**Data supplied:**
----------

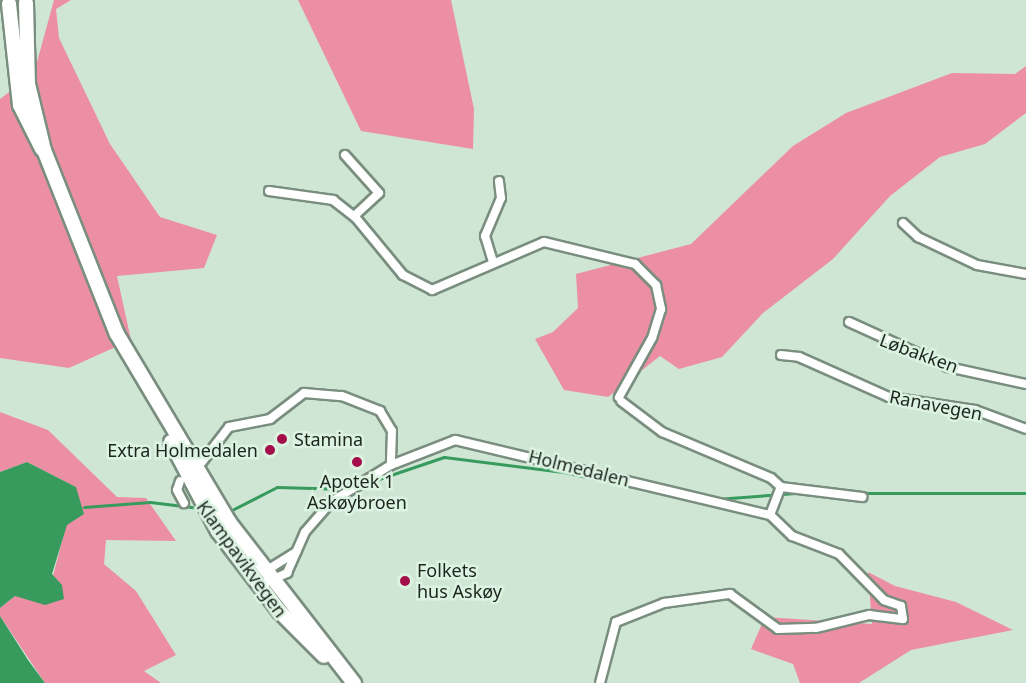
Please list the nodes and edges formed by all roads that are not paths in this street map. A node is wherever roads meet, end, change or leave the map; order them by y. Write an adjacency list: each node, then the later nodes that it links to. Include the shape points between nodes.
1 (28, 1): 2 (main road); 3 (main road, Klampavikvegen, via 26,73)
2 (6, 2): 3 (main road, Klampavikvegen, via 20,105)
3 (44, 150): 14 (main road, Klampavikvegen, via 114,327)
4 (345, 155): 7 (street, via 380,193)
5 (499, 181): 9 (street, via 501,198 485,236)
6 (269, 191): 7 (street, via 326,196)
7 (354, 216): 9 (street, via 397,269 429,289 449,287)
8 (903, 223): 10 (street, via 918,237 977,265)
9 (493, 262): 19 (street, via 534,244 564,243 624,260 650,278 661,302 658,324 620,399 662,432 761,472)
10 (1026, 274)
11 (849, 322): 13 (street, Løbakken, via 948,367)
12 (781, 355): 15 (street, Ranavegen, via 799,357 889,397 975,410)
13 (1026, 384)
14 (161, 414): 24 (main road, Klampavikvegen); 25 (main road, Klampavikvegen, via 199,502)
15 (1026, 429)
16 (202, 462): 17 (street, via 229,427 270,420 304,393 345,397 380,411 392,431)
17 (391, 465): 22 (street, Holmedalen, via 448,441 476,441); 23 (street, Holmedalen, via 331,502 313,519)
18 (180, 480): 21 (street, via 177,490)
19 (781, 487): 20 (street); 22 (street)
20 (862, 496)
21 (184, 503)
22 (770, 515): 27 (street, Holmedalen, via 792,536 838,554 884,600 905,612 898,622 869,615 808,629 772,628 750,604 730,594 664,603 616,622)
23 (297, 552): 24 (street); 25 (street, Holmedalen, via 287,573)
24 (265, 571): 25 (main road, Klampavikvegen)
25 (267, 584): 26 (main road, Klampavikvegen)
26 (354, 683)
27 (600, 683)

----------

Output every line of the records exactly, excluding all pictures.

Please list the nodes and edges formed by all roads that are not paths in this street map. A node is wherever roads meet, end, change or leave the map; order them by y. Write an adjacency list: each node, then the later nodes that it links to. Include the shape points between nodes.
1 (28, 1): 2 (main road); 3 (main road, Klampavikvegen, via 26,73)
2 (6, 2): 3 (main road, Klampavikvegen, via 20,105)
3 (44, 150): 14 (main road, Klampavikvegen, via 114,327)
4 (345, 155): 7 (street, via 380,193)
5 (499, 181): 9 (street, via 501,198 485,236)
6 (269, 191): 7 (street, via 326,196)
7 (354, 216): 9 (street, via 397,269 429,289 449,287)
8 (903, 223): 10 (street, via 918,237 977,265)
9 (493, 262): 19 (street, via 534,244 564,243 624,260 650,278 661,302 658,324 620,399 662,432 761,472)
10 (1026, 274)
11 (849, 322): 13 (street, Løbakken, via 948,367)
12 (781, 355): 15 (street, Ranavegen, via 799,357 889,397 975,410)
13 (1026, 384)
14 (161, 414): 24 (main road, Klampavikvegen); 25 (main road, Klampavikvegen, via 199,502)
15 (1026, 429)
16 (202, 462): 17 (street, via 229,427 270,420 304,393 345,397 380,411 392,431)
17 (391, 465): 22 (street, Holmedalen, via 448,441 476,441); 23 (street, Holmedalen, via 331,502 313,519)
18 (180, 480): 21 (street, via 177,490)
19 (781, 487): 20 (street); 22 (street)
20 (862, 496)
21 (184, 503)
22 (770, 515): 27 (street, Holmedalen, via 792,536 838,554 884,600 905,612 898,622 869,615 808,629 772,628 750,604 730,594 664,603 616,622)
23 (297, 552): 24 (street); 25 (street, Holmedalen, via 287,573)
24 (265, 571): 25 (main road, Klampavikvegen)
25 (267, 584): 26 (main road, Klampavikvegen)
26 (354, 683)
27 (600, 683)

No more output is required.